**Work task**
Tally the lines in the entries below where the string "body" occurs. Reply with the total alone.

#### Data to process

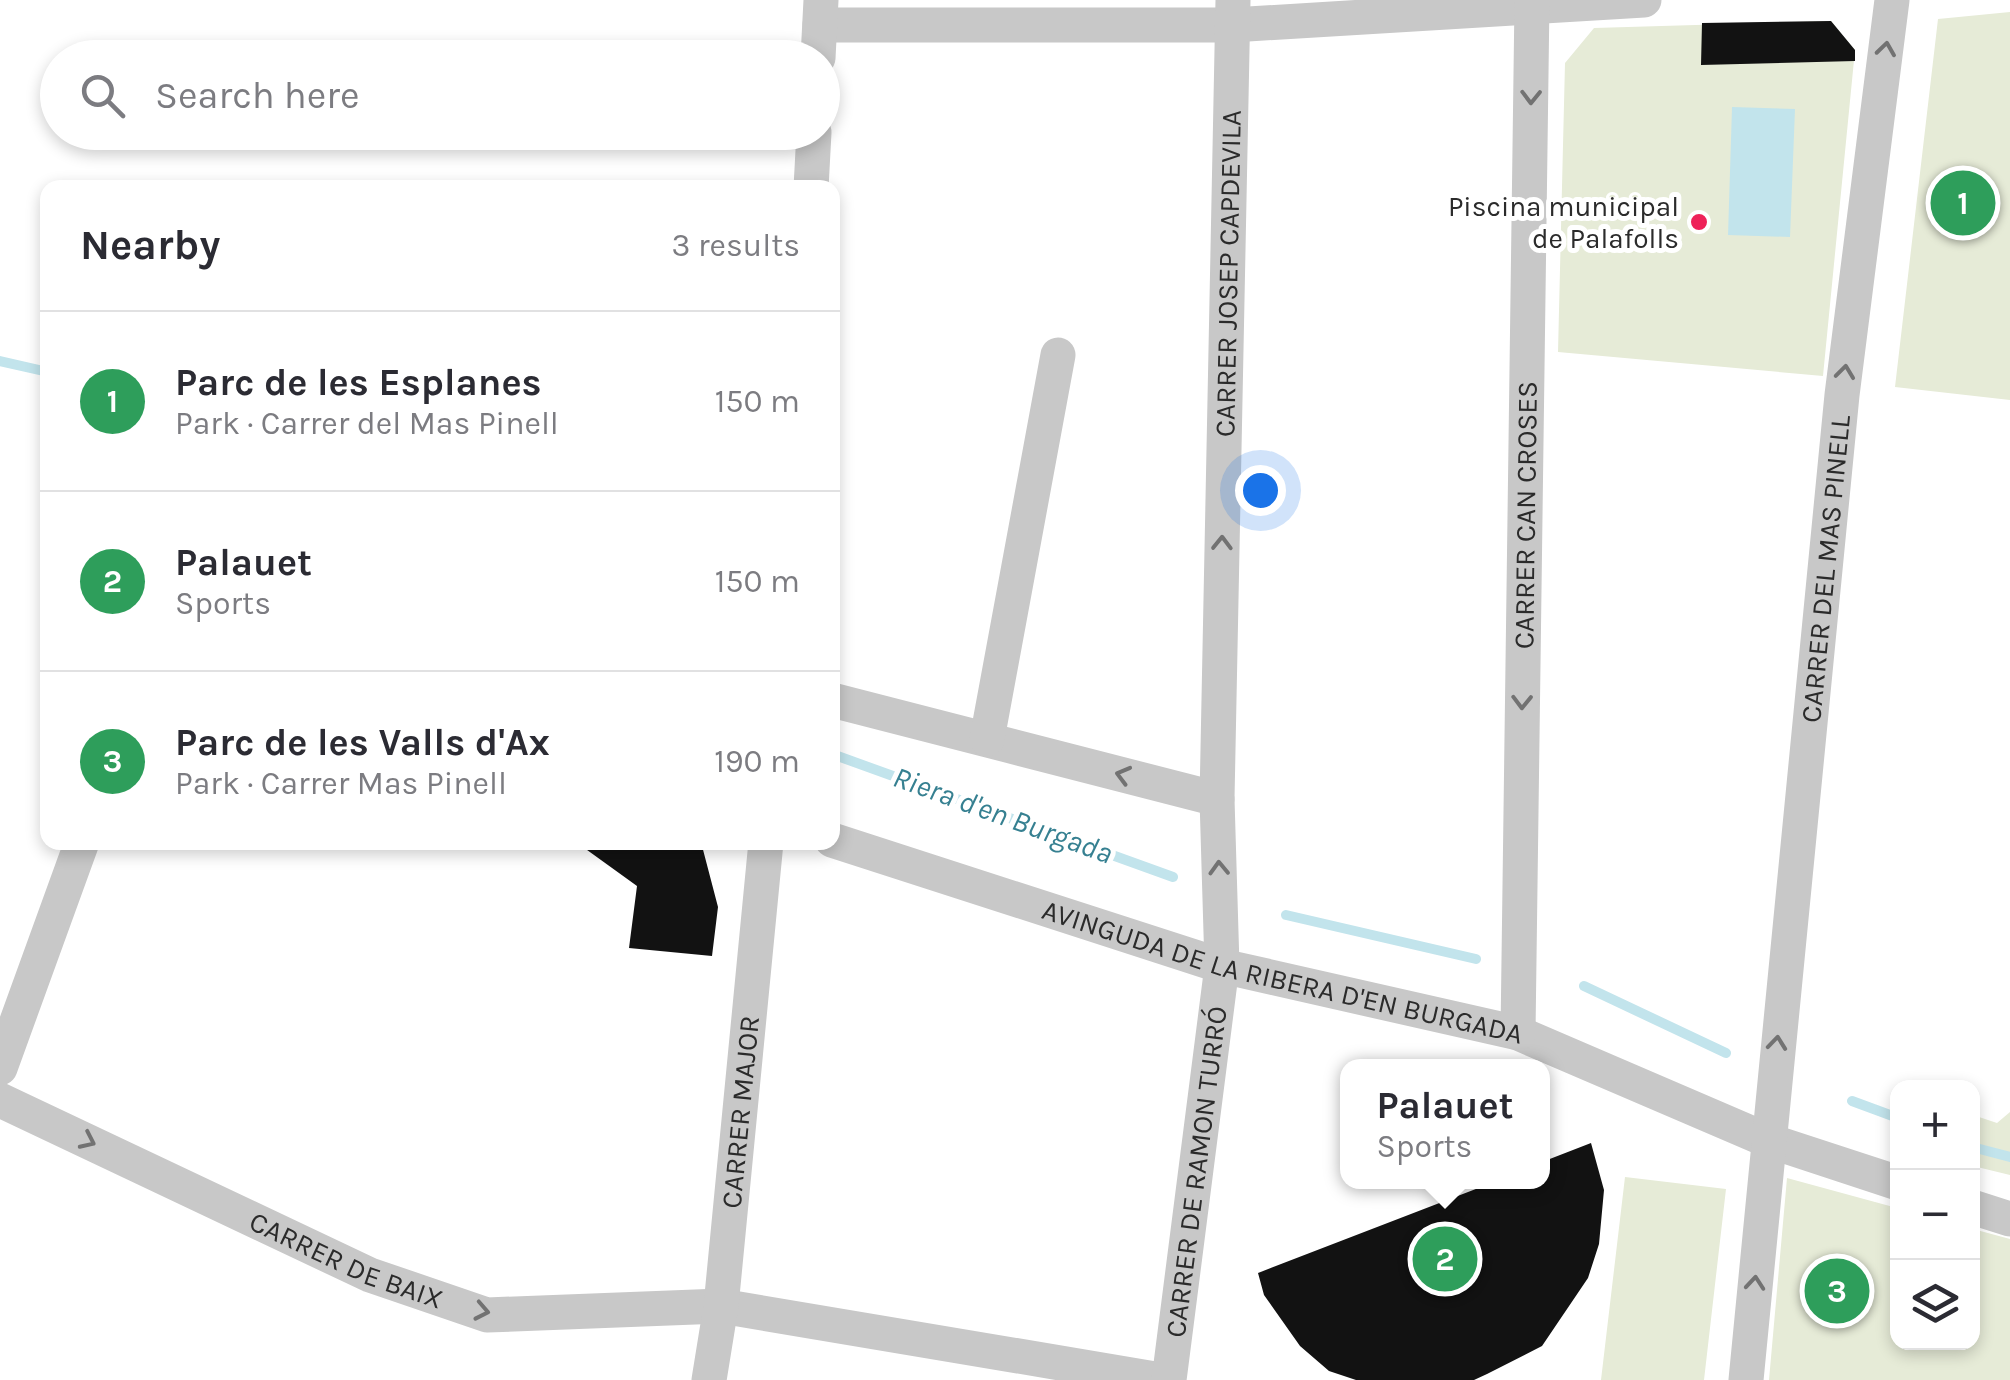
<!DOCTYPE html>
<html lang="en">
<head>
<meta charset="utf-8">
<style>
  :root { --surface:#fff; --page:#f2f2f3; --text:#2b2b33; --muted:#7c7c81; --line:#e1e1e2; --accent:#b45309 }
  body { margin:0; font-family:Karla,sans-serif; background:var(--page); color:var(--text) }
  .controls { position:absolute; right:30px; bottom:30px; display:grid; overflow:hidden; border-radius:20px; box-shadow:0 5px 15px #0003 }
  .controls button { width:90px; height:90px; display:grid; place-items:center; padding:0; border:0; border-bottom:2px solid var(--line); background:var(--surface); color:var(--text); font:50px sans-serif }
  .you { position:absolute; left:1260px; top:490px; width:35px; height:35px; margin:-25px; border:8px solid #fff; border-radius:50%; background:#1a73e8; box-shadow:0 0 0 15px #1a73e833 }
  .badge { display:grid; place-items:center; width:65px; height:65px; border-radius:50%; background:var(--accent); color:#fff; font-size:32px; font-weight:700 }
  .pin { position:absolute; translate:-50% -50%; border:5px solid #fff; box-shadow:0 2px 10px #0006 }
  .popup { position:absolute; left:1340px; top:1059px; width:210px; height:130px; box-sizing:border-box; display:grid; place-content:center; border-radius:20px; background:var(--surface); filter:drop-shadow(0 2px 8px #0005); font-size:32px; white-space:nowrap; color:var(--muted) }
  .popup b { font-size:38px; color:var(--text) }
  .popup::after { content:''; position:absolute; left:50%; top:100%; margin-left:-20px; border:20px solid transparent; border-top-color:var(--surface) }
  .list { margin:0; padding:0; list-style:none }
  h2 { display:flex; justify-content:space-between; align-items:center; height:130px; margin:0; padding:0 40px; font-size:42px }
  h2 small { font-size:32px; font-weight:400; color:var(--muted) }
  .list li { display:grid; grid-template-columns:65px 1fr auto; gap:30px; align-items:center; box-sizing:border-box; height:180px; padding:0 40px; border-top:2px solid var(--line) }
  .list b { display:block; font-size:38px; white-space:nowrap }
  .list p { margin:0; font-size:32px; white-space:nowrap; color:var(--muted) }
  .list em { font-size:32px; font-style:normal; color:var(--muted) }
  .icon { flex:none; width:55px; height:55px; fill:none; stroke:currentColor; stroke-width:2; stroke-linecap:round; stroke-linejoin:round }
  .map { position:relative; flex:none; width:2010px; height:1380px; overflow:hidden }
  .search { position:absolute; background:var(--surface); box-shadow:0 5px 15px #0003; left:40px; top:40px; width:800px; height:110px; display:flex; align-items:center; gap:25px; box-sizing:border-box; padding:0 35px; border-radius:55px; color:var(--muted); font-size:38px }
  .panel { position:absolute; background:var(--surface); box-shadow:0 5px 15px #0003; left:40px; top:180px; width:800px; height:670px; border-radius:20px }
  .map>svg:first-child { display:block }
</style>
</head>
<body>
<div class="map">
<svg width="2010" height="1380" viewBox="0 0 2010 1380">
  <rect width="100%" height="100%" fill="#fff"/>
  <path fill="#e6ebd7" d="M2010 12V400L1895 387 1938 19Z
    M1831 21 1855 50 1823 376 1558 352 1565 63 1594 28Z
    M2010 1112V1175L1973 1166V1115L1997 1123Z
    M1625 1177 1726 1189 1704 1380H1601Z
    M1787 1178 1897 1208 1898 1342H1972L1973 1229 2010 1239V1380H1769Z"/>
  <path fill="#c2e4ec" d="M1732 107 1795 109 1790 237 1728 235Z"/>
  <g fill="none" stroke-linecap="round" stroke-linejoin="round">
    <path stroke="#c2e4ec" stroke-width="10" d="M0 361 48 372
      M832 754 1173 877
      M1286 915 1476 959
      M1584 986 1726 1053
      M1852 1101 1898 1118
      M1972 1147 2010 1157"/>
  </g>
  <path fill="#121212" d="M1831 21 1855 50V61L1701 65 1702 23Z
    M576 842H701L718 907 712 956 629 948 637 886Z
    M1591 1143 1604 1190 1599 1244 1588 1278 1542 1346 1487 1374 1474 1380H1356L1329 1371 1300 1346 1264 1295 1258 1273 1494 1182H1542V1162Z"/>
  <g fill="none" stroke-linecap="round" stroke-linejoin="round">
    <g stroke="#c8c8c8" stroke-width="35">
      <path d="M820 25H1232L1644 0"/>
      <path d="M818 58 821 0"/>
      <path d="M811 188 814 132"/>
      <path d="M832 700 1217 799"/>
      <path d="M987 739 1058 355"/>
      <path id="s1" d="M832 840 1222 966 1518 1033 1767 1140 1898 1183"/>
      <path id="s2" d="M1518 1033 1532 0"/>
      <path d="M0 1068 82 842"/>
      <path id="s3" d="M0 1100 370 1275 487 1315 721 1306 1161 1380"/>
      <path d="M1972 1207 2010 1219"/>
      <path id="s4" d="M709 1380 721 1306 766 842"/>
      <path id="s5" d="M1169 1380 1222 966 1217 799 1233 0"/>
      <path id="s6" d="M1746 1380 1842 395 1892 0"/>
    </g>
  </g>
  <defs><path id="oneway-chevron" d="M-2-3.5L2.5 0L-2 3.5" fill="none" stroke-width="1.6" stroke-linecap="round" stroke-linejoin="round" transform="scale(2.5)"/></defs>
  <g stroke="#727272">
    <use href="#oneway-chevron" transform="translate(1886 49) rotate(-82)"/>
    <use href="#oneway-chevron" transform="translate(1531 97) rotate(91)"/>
    <use href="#oneway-chevron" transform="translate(1845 372) rotate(-83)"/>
    <use href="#oneway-chevron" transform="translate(1222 543) rotate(-89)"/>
    <use href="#oneway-chevron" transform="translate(1522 702) rotate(91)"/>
    <use href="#oneway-chevron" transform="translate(1123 775) rotate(-165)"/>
    <use href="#oneway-chevron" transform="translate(1219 868) rotate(-92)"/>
    <use href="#oneway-chevron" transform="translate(1777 1043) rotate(-84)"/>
    <use href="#oneway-chevron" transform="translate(88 1141) rotate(25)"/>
    <use href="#oneway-chevron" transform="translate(1755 1283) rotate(-85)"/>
    <use href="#oneway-chevron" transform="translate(482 1311) rotate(11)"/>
  </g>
  <circle fill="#ee2259" stroke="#fff" stroke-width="4" cx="1699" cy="222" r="10"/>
  <g text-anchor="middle" stroke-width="10" stroke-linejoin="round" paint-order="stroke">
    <g font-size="28" fill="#2b2b2b" stroke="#fff" text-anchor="end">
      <text x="1679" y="216">Piscina municipal<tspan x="1679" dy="32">de Palafolls</tspan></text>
    </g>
    <g font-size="28" fill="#2b2b2b" stroke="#fff">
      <text dy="10" stroke="none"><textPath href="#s5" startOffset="1110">CARRER JOSEP CAPDEVILA</textPath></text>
      <text dy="10" stroke="none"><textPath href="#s2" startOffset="518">CARRER CAN CROSES</textPath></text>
      <text dy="10" stroke="none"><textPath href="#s6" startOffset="815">CARRER DEL MAS PINELL</textPath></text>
      <text dy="10" stroke="none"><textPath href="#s1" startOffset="470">AVINGUDA DE LA RIBERA D'EN BURGADA</textPath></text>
      <text dy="10" stroke="none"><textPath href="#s4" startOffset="270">CARRER MAJOR</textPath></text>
      <text dy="10" stroke="none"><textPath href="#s5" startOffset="210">CARRER DE RAMON TURRÓ</textPath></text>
      <text dy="10" stroke="none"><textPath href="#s3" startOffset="382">CARRER DE BAIX</textPath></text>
    </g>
    <g font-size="30" font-style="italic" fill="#368091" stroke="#fff">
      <text transform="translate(1003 815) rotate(20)" y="10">Riera d'en Burgada</text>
    </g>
  </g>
</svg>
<div class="controls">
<button>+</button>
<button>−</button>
<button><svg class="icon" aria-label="layers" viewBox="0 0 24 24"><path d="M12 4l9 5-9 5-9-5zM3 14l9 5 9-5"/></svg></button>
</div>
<div class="you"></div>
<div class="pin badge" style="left:1963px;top:203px;background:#2e9e5b">1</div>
<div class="pin badge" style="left:1445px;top:1259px;background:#2e9e5b">2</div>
<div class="popup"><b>Palauet</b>Sports</div>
<div class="pin badge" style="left:1837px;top:1291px;background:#2e9e5b">3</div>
<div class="search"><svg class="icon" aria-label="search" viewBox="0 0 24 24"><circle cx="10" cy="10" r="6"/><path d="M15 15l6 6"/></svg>Search here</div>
<section class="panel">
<h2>Nearby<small>3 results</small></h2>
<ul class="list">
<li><span class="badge" style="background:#2e9e5b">1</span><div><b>Parc de les Esplanes</b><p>Park · Carrer del Mas Pinell</p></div><em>150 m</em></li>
<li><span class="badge" style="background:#2e9e5b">2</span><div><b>Palauet</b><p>Sports</p></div><em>150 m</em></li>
<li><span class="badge" style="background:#2e9e5b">3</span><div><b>Parc de les Valls d'Ax</b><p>Park · Carrer Mas Pinell</p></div><em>190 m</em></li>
</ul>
</section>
</div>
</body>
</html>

########

**Task response**
3